> **Task statement**: Copy out the entries below in full and exactly.

> **Task input**:
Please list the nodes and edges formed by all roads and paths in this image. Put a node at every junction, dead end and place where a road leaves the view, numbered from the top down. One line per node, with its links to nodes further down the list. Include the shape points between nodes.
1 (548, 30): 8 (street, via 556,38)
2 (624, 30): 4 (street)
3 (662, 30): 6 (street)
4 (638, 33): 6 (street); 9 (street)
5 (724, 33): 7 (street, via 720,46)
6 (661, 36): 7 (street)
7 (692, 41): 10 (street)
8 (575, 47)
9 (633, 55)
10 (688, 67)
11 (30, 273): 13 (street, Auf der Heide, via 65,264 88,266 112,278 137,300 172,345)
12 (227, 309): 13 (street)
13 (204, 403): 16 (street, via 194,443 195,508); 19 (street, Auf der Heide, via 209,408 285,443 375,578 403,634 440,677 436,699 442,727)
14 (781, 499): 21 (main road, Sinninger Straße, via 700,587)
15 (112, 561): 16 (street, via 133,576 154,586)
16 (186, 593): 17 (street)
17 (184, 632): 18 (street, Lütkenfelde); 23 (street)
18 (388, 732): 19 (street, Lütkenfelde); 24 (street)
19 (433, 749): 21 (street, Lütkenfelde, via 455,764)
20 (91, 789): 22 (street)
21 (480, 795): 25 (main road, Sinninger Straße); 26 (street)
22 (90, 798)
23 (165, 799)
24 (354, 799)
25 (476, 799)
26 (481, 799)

> **Problem solution**:
Please list the nodes and edges formed by all roads and paths in this image. Put a node at every junction, dead end and place where a road leaves the view, numbered from the top down. One line per node, with its links to nodes further down the list. Include the shape points between nodes.
1 (548, 30): 8 (street, via 556,38)
2 (624, 30): 4 (street)
3 (662, 30): 6 (street)
4 (638, 33): 6 (street); 9 (street)
5 (724, 33): 7 (street, via 720,46)
6 (661, 36): 7 (street)
7 (692, 41): 10 (street)
8 (575, 47)
9 (633, 55)
10 (688, 67)
11 (30, 273): 13 (street, Auf der Heide, via 65,264 88,266 112,278 137,300 172,345)
12 (227, 309): 13 (street)
13 (204, 403): 16 (street, via 194,443 195,508); 19 (street, Auf der Heide, via 209,408 285,443 375,578 403,634 440,677 436,699 442,727)
14 (781, 499): 21 (main road, Sinninger Straße, via 700,587)
15 (112, 561): 16 (street, via 133,576 154,586)
16 (186, 593): 17 (street)
17 (184, 632): 18 (street, Lütkenfelde); 23 (street)
18 (388, 732): 19 (street, Lütkenfelde); 24 (street)
19 (433, 749): 21 (street, Lütkenfelde, via 455,764)
20 (91, 789): 22 (street)
21 (480, 795): 25 (main road, Sinninger Straße); 26 (street)
22 (90, 798)
23 (165, 799)
24 (354, 799)
25 (476, 799)
26 (481, 799)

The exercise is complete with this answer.